PROBLEM STATEMENT> I'd like the data below restated word for word, with the pictures left out.

THE DATA>
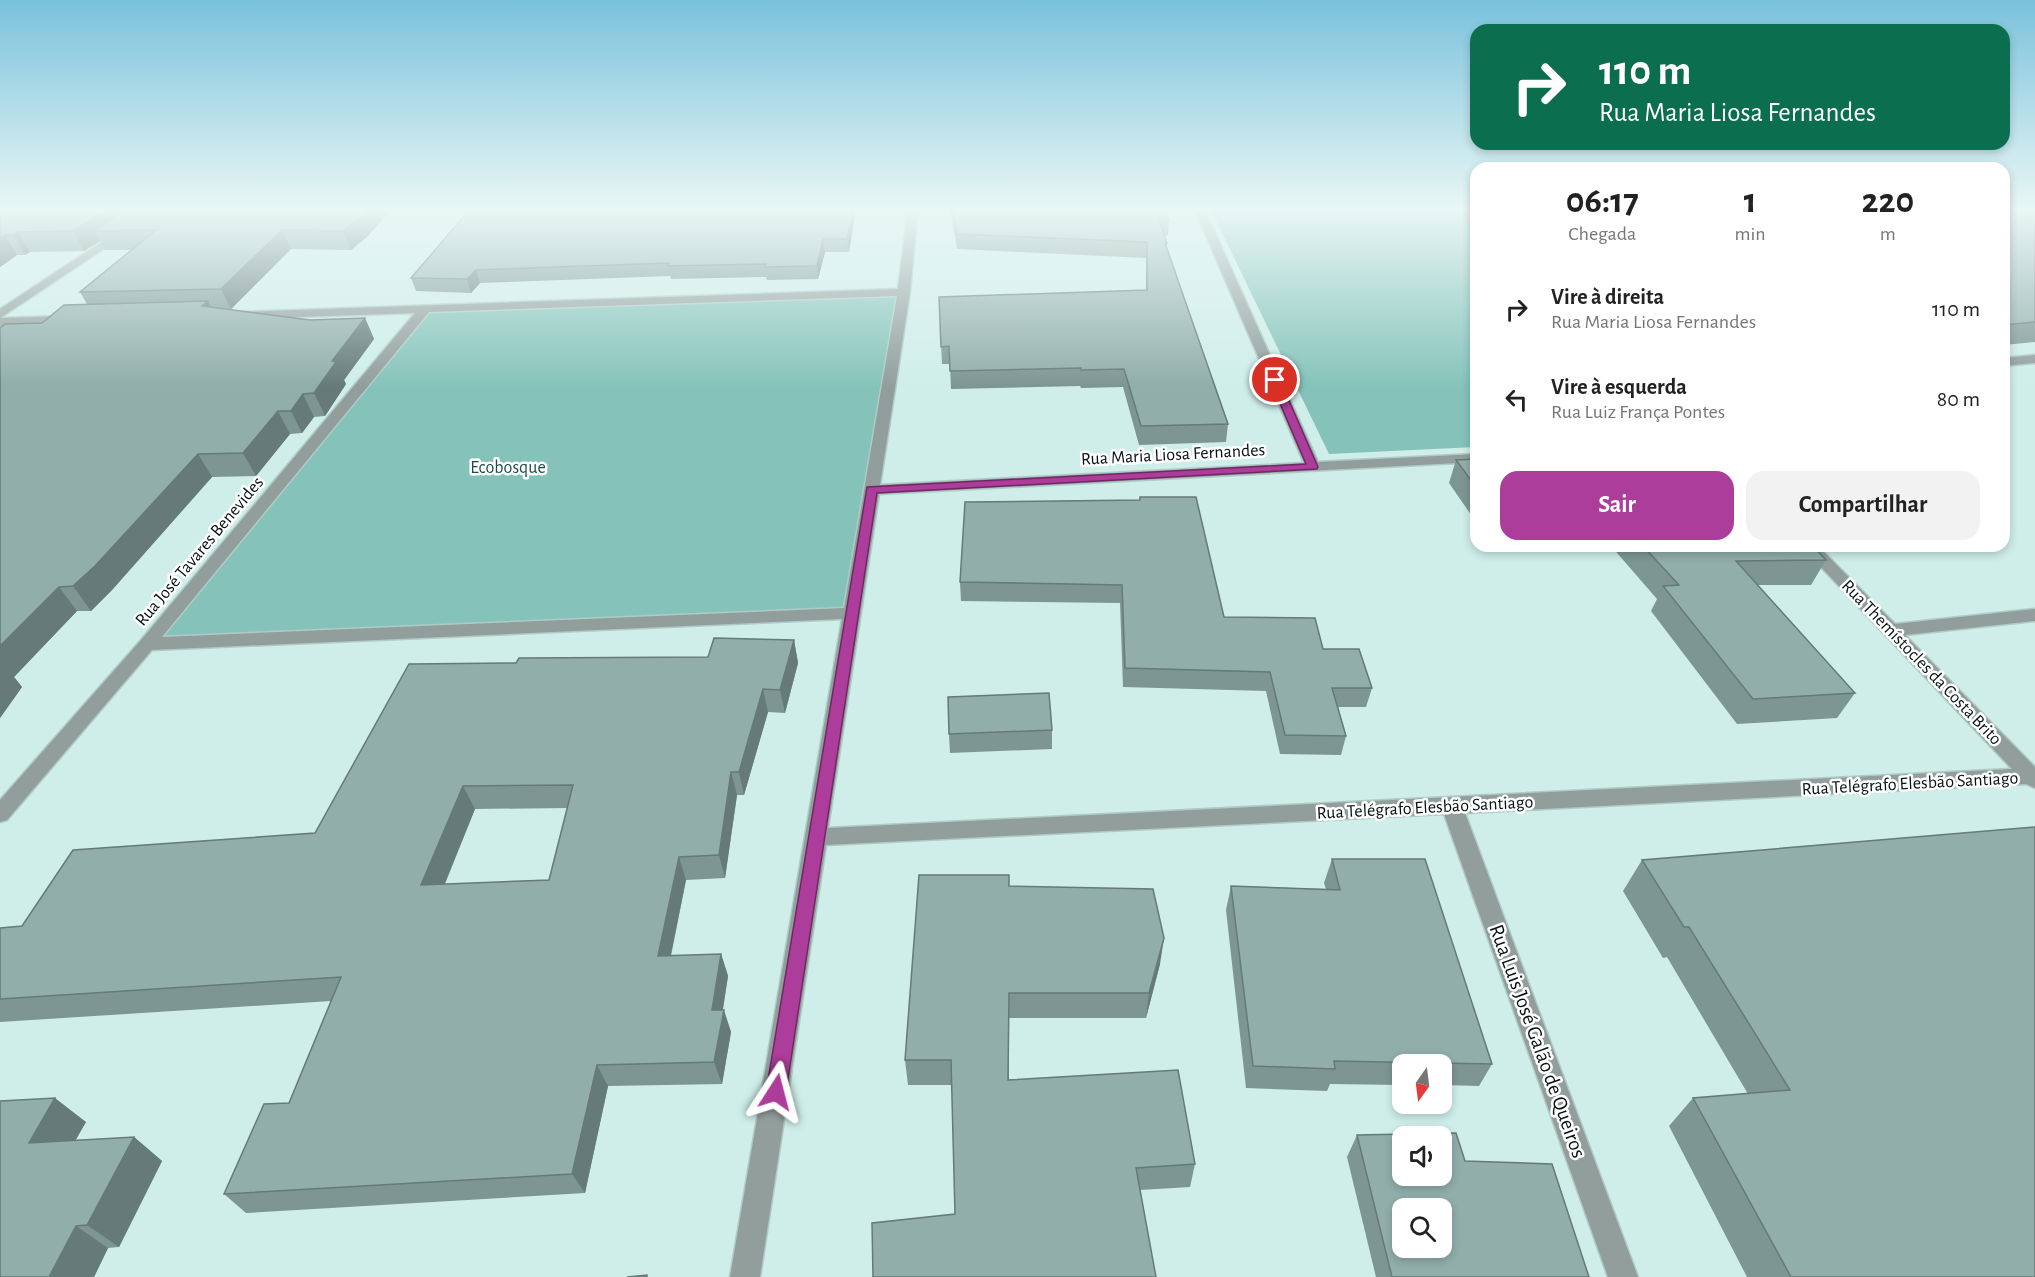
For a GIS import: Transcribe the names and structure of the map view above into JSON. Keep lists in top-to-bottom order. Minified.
{"streets":{"street":["Rua Maria Liosa Fernandes","Rua José Tavares Benevides","Rua Themístocles da Costa Brito","Rua Telégrafo Elesbão Santiago","Rua Luis José Galão de Queiros"]},"crossings":[["Rua Themístocles da Costa Brito","Rua Telégrafo Elesbão Santiago"],["Rua Telégrafo Elesbão Santiago","Rua Luis José Galão de Queiros"]],"parks":["Ecobosque"],"north":"bottom","page":{"turn":["110 m","Rua Maria Liosa Fernandes"],"eta":["06:17","Chegada","1","min","220","m"],"list":[{"name":"Vire à direita","note":"Rua Maria Liosa Fernandes","value":"110 m"},{"name":"Vire à esquerda","note":"Rua Luiz França Pontes","value":"80 m"}],"buttons":["Sair","Compartilhar"]}}
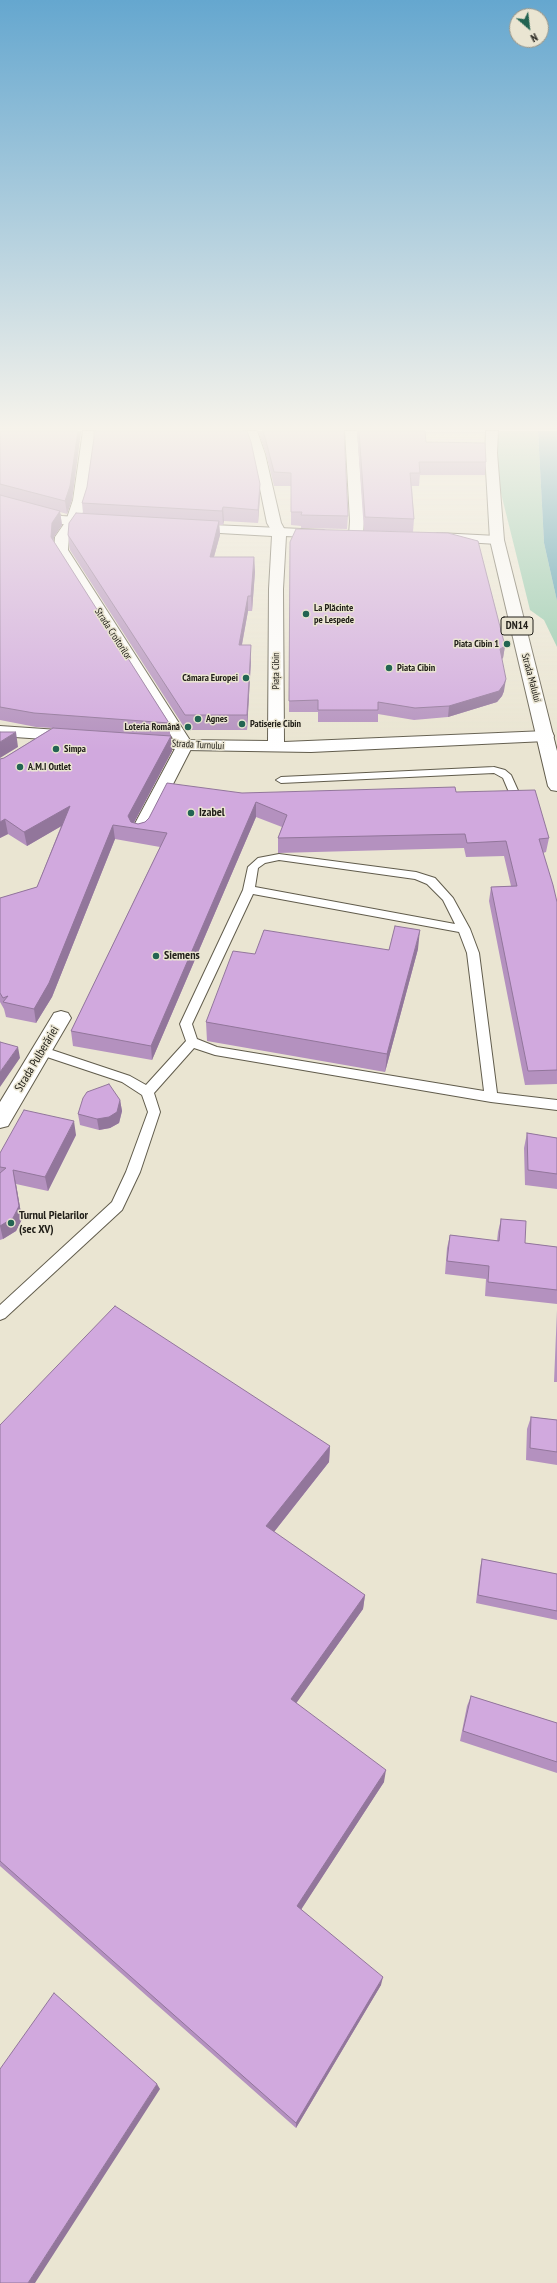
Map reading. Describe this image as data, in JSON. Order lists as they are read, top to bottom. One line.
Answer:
{"streets":{"street":["DN14","Strada Croitorilor","Piața Cibin","Strada Malului","Strada Turnului","Strada Pulberăriei"]},"crossings":[["DN14","Strada Malului"],["Strada Croitorilor","Strada Turnului"],["Piața Cibin","Strada Turnului"]],"places":["La Plăcinte pe Lespede","Piata Cibin 1","Piata Cibin","Cămara Europei","Agnes","Patiserie Cibin","Loteria Română","Simpa","A.M.I Outlet","Izabel","Siemens","Turnul Pielarilor (sec XV)"],"north":"bottom right"}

RESULT OF THIS EXERCISE>
For a GIS import: Transcribe the names and structure of the map view above into JSON. Keep lists in top-to-bottom order. Minified.
{"streets":{"street":["Rua Maria Liosa Fernandes","Rua José Tavares Benevides","Rua Themístocles da Costa Brito","Rua Telégrafo Elesbão Santiago","Rua Luis José Galão de Queiros"]},"crossings":[["Rua Themístocles da Costa Brito","Rua Telégrafo Elesbão Santiago"],["Rua Telégrafo Elesbão Santiago","Rua Luis José Galão de Queiros"]],"parks":["Ecobosque"],"north":"bottom","page":{"turn":["110 m","Rua Maria Liosa Fernandes"],"eta":["06:17","Chegada","1","min","220","m"],"list":[{"name":"Vire à direita","note":"Rua Maria Liosa Fernandes","value":"110 m"},{"name":"Vire à esquerda","note":"Rua Luiz França Pontes","value":"80 m"}],"buttons":["Sair","Compartilhar"]}}
Map reading. Describe this image as data, in JSON. Order lists as they are read, top to bottom. One line.
Answer:
{"streets":{"street":["DN14","Strada Croitorilor","Piața Cibin","Strada Malului","Strada Turnului","Strada Pulberăriei"]},"crossings":[["DN14","Strada Malului"],["Strada Croitorilor","Strada Turnului"],["Piața Cibin","Strada Turnului"]],"places":["La Plăcinte pe Lespede","Piata Cibin 1","Piata Cibin","Cămara Europei","Agnes","Patiserie Cibin","Loteria Română","Simpa","A.M.I Outlet","Izabel","Siemens","Turnul Pielarilor (sec XV)"],"north":"bottom right"}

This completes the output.